- Title card
- Directed by: Fred Avery
- Story by: Jack Miller
- Produced by: Leon Schlesinger
- Starring: Mel Blanc Tex Avery John Deering Tedd Pierce
- Music by: Carl W. Stalling
- Animation by: Sid Sutherland
- Color process: Technicolor
- Production company: Leon Schlesinger Productions
- Distributed by: Warner Bros. Pictures
- Release date: May 6, 1939;
- Running time: 8:05
- Language: English

= Thugs with Dirty Mugs =

1939 film by Fred Avery

Thugs with Dirty Mugs is a 1939 American animated comedy short film directed by Fred Avery. The short was released on May 6, 1939. It is part of the Merrie Melodies series. It was re-released as a "Blue Ribbon" reissue in 1944, rendering the original film lost; Avery kept a nitrate fragment of the original titles, which was sold by his family in 2004 to a private collector, but still available publicly at extremely low definition. After Avery moved to Metro-Goldwyn-Mayer, he directed a spiritual successor titled Who Killed Who? in 1943.

==Plot==
The cartoon is depicted as a fictitious film-in-a-film. F.H.A. (Sherlock) Homes (a parody of Sherlock Holmes) portrays police chief Flat-Foot Flanigan, while Ed G. Robemsome" (a caricature of Edward G. Robinson) portrays gang leader Killer Diller. Flanigan is forced to handle the crimes committed by Killer Diller, who robs 87 national banks in a single day (initially skipping the 13th bank out of superstition, but robbbing it later without leaving the car). At night, Killer plays the Worst National Bank like a gambling machine and wins cash. Flanigan plays pin the tail on the donkey instead of pinning the criminals, but pins his buttocks instead.

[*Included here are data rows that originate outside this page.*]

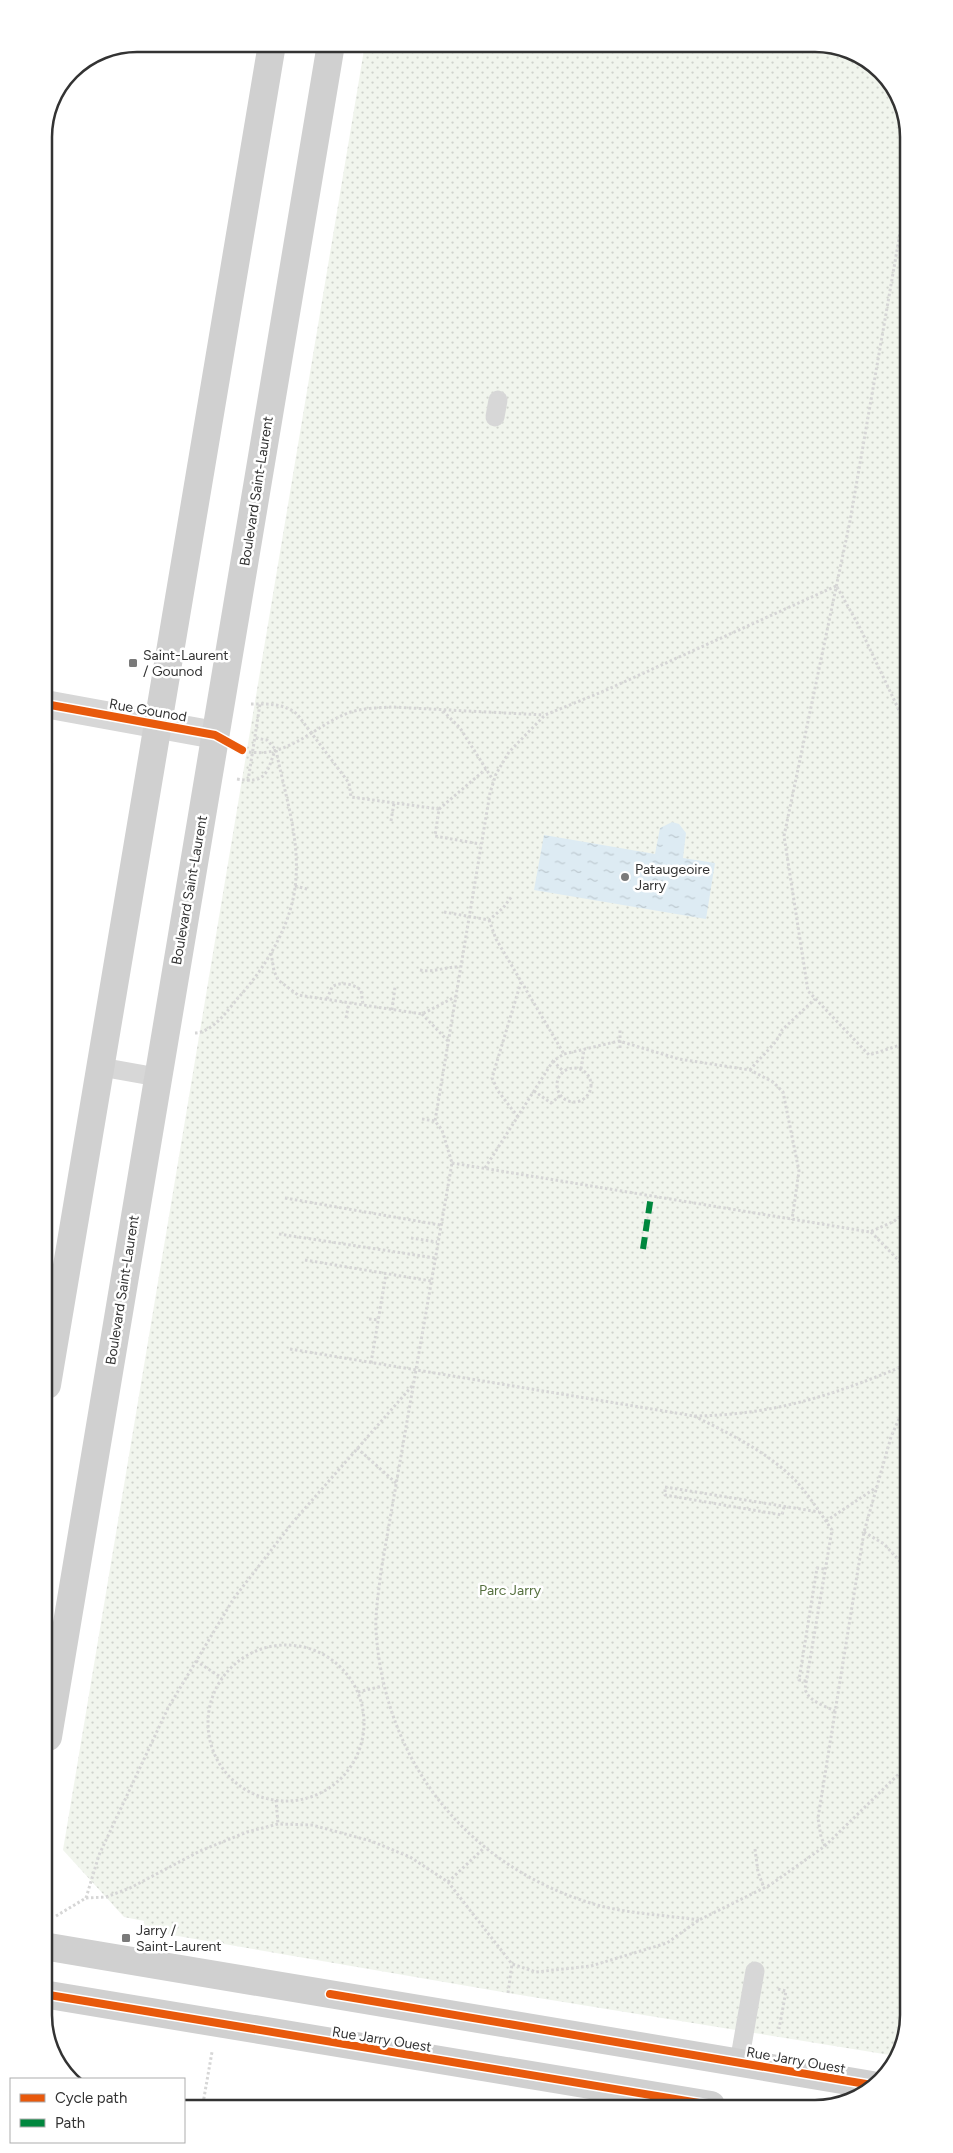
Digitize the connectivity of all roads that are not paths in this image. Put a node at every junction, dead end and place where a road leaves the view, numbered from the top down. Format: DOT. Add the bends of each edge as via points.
graph roads {
  1 [pos="271,52"];
  2 [pos="330,52"];
  3 [pos="53,705"];
  4 [pos="158,725"];
  5 [pos="215,735"];
  6 [pos="101,1067"];
  7 [pos="157,1077"];
  8 [pos="52,1353"];
  9 [pos="52,1712"];
  10 [pos="52,1947"];
  11 [pos="755,1971"];
  12 [pos="52,1996"];
  13 [pos="739,2063"];
  14 [pos="865,2085"];
  15 [pos="681,2100"];
  1 -- 4 [label="main road"];
  2 -- 5 [label="main road, Boulevard Saint-Laurent"];
  3 -- 4 [label="street, Rue Gounod"];
  4 -- 5 [label="street, Rue Gounod"];
  4 -- 6 [label="main road"];
  5 -- 7 [label="main road, Boulevard Saint-Laurent"];
  6 -- 7 [label="lane"];
  6 -- 8 [label="main road"];
  7 -- 9 [label="main road, Boulevard Saint-Laurent"];
  10 -- 13 [label="main road, Rue Jarry Ouest"];
  11 -- 13 [label="lane"];
  12 -- 15 [label="main road, Rue Jarry Ouest"];
  13 -- 14 [label="main road, Rue Jarry Ouest"];
}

One of the criminals is revealed to be a covert police officer who notifies Flanigan in an unhelpfully quiet manner. Killer impersonates Edward G. Robinson in his safehouse out of boredom to the chagrin of his underlings. They then rob a bank "reserved for gangsters" where a bank teller is knocked out for wanting to "tell" on them. The police "grill" a suspect, which is revealed to be Flanigan feeding a rat cheese before stopping to its chagrin. The gangsters rob another Worst National Bank, whose window shows their amount of assets; Killer finds out the bank has $2 left over and robs that too. He then hijacks a phone line with a gun, which nonsensically causes the phone operator to fold and pay him the cash left over.

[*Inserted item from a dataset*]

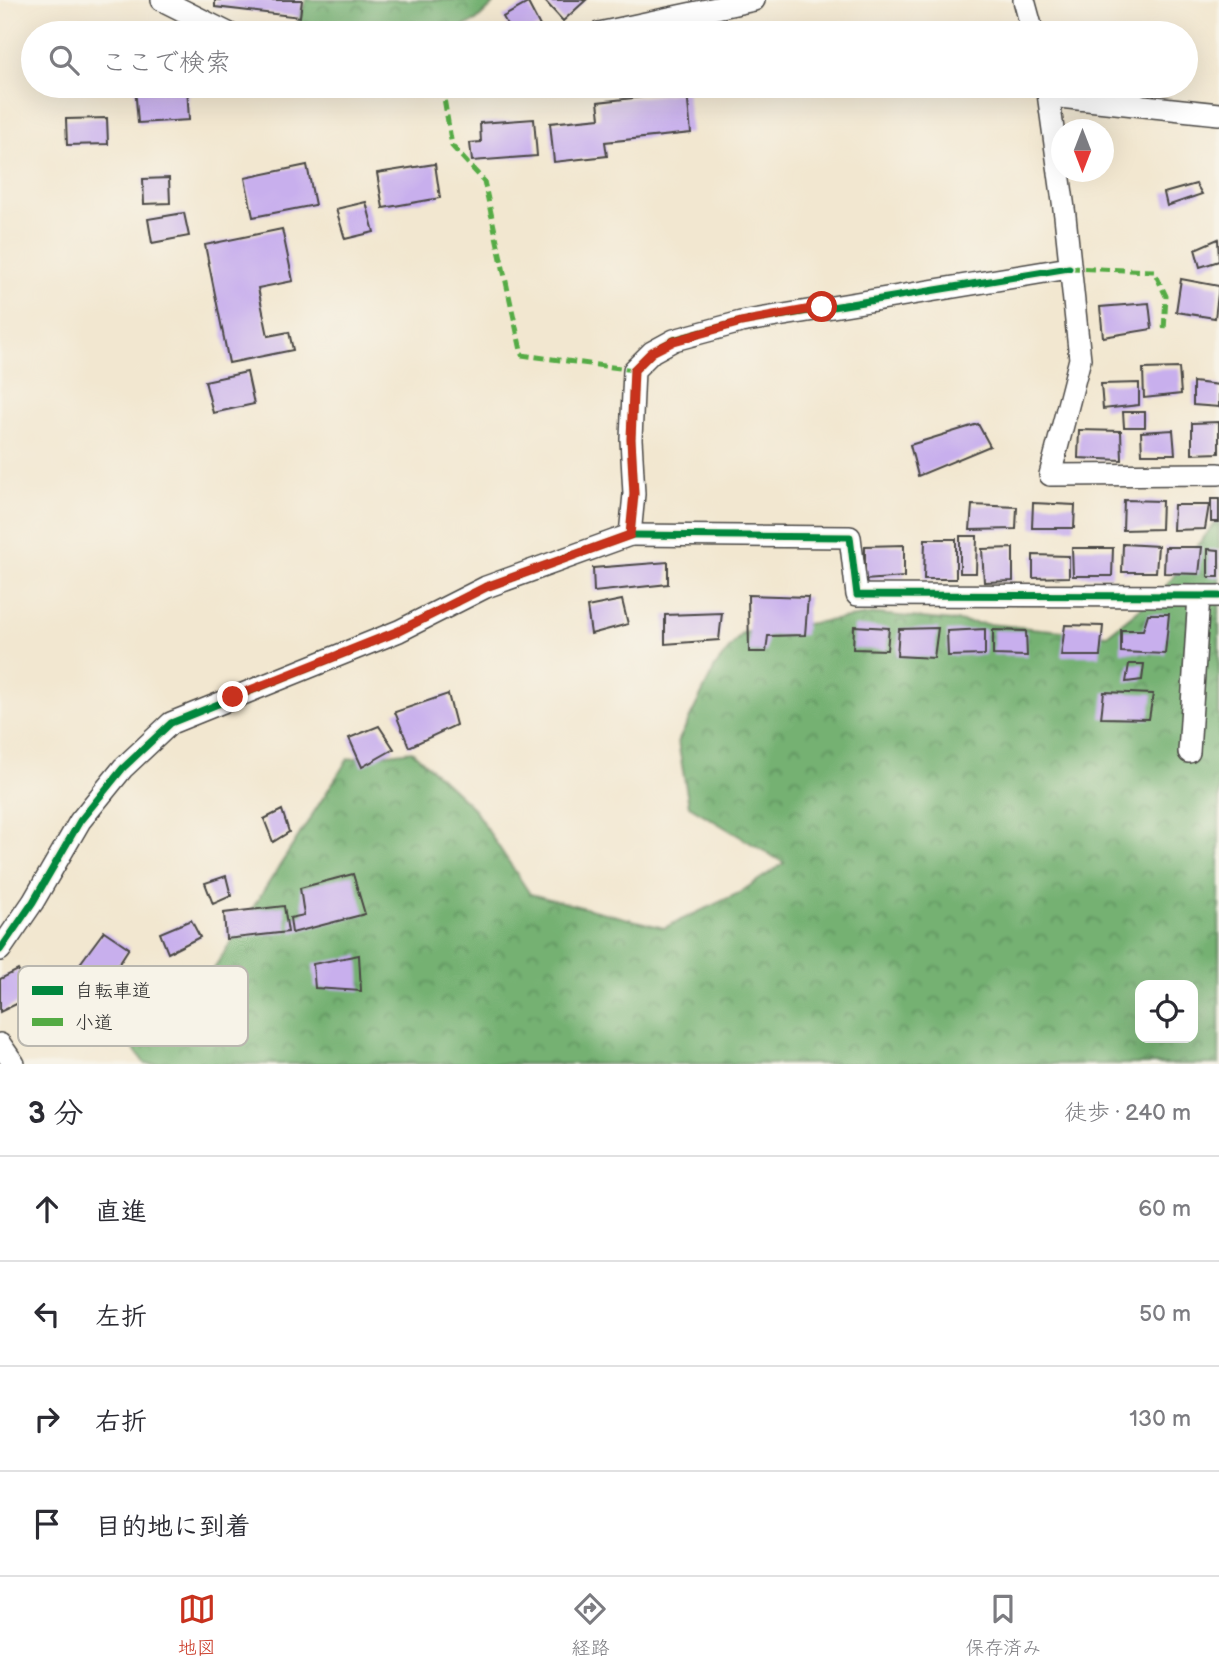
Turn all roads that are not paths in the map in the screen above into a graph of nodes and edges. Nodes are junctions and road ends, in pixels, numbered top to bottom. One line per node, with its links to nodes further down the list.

Killer and his underlings notice an audience member leaving the theatre to their chagrin; the audience member instead notifies Flanigan of Killer's plans, which Flanigan uses to his advantage after insulting the audience member, who had watched the film twice. They find Killer and his underlings after they command their shadows to stay still and adjust a safe, which turns out to be a radio that they enjoy listening. Killer is arrested and sentenced to solitary confinement where he is seen writing lines on a blackboard. He is humiliated by the words "I've been a naughty boy".

==Reception==
The cartoon was banned in Winnipeg, Manitoba in 1939 because censors "felt the film was just an excuse to show criminal activity."

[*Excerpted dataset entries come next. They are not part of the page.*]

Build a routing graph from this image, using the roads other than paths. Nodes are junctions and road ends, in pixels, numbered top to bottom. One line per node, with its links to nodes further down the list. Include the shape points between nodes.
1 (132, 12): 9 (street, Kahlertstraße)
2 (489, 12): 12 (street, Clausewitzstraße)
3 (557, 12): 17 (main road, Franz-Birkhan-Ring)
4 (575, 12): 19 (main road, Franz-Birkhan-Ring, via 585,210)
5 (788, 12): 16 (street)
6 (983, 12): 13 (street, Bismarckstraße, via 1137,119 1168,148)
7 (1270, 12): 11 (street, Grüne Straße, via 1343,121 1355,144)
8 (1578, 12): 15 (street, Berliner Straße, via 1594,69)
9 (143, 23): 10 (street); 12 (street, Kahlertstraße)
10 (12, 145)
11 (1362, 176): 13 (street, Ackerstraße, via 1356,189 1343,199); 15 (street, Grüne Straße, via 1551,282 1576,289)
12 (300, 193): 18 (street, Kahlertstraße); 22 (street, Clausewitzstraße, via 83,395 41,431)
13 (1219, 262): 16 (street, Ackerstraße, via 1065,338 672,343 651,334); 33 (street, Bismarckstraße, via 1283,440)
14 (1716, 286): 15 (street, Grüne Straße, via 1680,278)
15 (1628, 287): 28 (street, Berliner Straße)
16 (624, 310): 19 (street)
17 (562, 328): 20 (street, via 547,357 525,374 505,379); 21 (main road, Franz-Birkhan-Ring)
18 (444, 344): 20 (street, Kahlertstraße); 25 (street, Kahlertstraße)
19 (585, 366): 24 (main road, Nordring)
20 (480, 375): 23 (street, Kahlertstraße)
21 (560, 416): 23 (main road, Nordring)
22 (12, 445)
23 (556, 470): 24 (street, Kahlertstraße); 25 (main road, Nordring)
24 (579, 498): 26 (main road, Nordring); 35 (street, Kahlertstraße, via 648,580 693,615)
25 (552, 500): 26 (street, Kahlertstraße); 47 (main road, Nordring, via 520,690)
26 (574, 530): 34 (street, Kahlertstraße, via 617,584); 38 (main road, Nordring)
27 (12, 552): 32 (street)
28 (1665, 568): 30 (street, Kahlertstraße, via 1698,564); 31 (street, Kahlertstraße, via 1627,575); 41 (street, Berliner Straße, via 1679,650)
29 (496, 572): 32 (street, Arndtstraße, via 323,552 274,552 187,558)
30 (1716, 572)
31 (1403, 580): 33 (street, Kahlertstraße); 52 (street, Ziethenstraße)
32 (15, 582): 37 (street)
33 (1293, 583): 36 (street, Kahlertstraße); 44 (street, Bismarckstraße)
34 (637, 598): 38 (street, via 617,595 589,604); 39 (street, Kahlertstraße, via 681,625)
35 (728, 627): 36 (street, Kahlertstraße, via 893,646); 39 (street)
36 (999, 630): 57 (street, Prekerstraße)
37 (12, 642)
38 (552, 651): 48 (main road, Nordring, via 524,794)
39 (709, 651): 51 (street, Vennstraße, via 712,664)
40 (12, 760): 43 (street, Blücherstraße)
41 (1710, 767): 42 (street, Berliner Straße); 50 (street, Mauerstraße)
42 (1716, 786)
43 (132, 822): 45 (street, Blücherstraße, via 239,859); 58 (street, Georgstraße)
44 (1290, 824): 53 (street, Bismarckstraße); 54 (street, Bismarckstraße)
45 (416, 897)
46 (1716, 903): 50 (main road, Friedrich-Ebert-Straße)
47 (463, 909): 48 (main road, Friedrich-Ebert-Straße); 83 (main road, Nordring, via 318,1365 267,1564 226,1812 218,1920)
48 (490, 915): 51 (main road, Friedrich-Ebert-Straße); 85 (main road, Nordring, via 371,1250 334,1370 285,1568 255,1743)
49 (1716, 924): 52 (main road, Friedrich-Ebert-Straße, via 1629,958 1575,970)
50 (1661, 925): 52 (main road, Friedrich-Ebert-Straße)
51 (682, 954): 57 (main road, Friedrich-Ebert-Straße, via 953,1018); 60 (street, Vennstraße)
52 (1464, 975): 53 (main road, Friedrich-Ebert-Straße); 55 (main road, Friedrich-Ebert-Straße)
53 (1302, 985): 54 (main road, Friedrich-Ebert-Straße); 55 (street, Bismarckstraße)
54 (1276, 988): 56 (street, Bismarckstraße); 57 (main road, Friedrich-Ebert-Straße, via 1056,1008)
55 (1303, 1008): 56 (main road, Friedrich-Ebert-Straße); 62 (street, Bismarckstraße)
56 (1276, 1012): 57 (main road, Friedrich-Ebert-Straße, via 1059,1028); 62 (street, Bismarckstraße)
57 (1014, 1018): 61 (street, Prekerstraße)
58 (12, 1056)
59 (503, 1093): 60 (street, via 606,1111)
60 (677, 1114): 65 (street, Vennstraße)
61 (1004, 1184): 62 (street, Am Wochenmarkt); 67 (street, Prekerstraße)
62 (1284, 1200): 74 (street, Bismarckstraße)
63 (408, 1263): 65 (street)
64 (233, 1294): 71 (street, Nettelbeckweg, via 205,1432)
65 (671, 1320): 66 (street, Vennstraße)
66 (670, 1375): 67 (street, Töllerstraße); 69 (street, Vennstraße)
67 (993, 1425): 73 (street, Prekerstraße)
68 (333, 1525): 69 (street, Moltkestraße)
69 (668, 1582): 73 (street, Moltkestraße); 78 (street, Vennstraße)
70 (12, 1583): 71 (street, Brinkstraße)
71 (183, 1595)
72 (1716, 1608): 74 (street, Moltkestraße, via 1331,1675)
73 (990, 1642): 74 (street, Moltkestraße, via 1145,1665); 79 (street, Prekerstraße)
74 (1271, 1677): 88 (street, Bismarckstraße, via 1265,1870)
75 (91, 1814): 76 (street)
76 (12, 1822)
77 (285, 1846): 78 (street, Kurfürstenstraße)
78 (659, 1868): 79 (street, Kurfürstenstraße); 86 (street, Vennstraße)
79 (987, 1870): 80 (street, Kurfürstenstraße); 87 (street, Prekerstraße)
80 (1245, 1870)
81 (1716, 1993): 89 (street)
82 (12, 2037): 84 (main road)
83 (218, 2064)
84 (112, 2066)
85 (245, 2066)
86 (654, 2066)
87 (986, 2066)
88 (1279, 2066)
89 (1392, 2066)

Animation historian Greg Ford has said Thugs with Dirty Mugs "insightfully satirizes the live-action crime thrillers being made at the Warner Bros. studios during this period... The real secret behind Thugs with Dirty Mugs durability lies in the spot-on accuracy with which the cartoon reconstructs the trappings of Warner's gangster films."

==Home media==
Thugs with Dirty Mugs was released uncut and restored as part of the Looney Tunes Golden Collection: Volume 3 DVD set.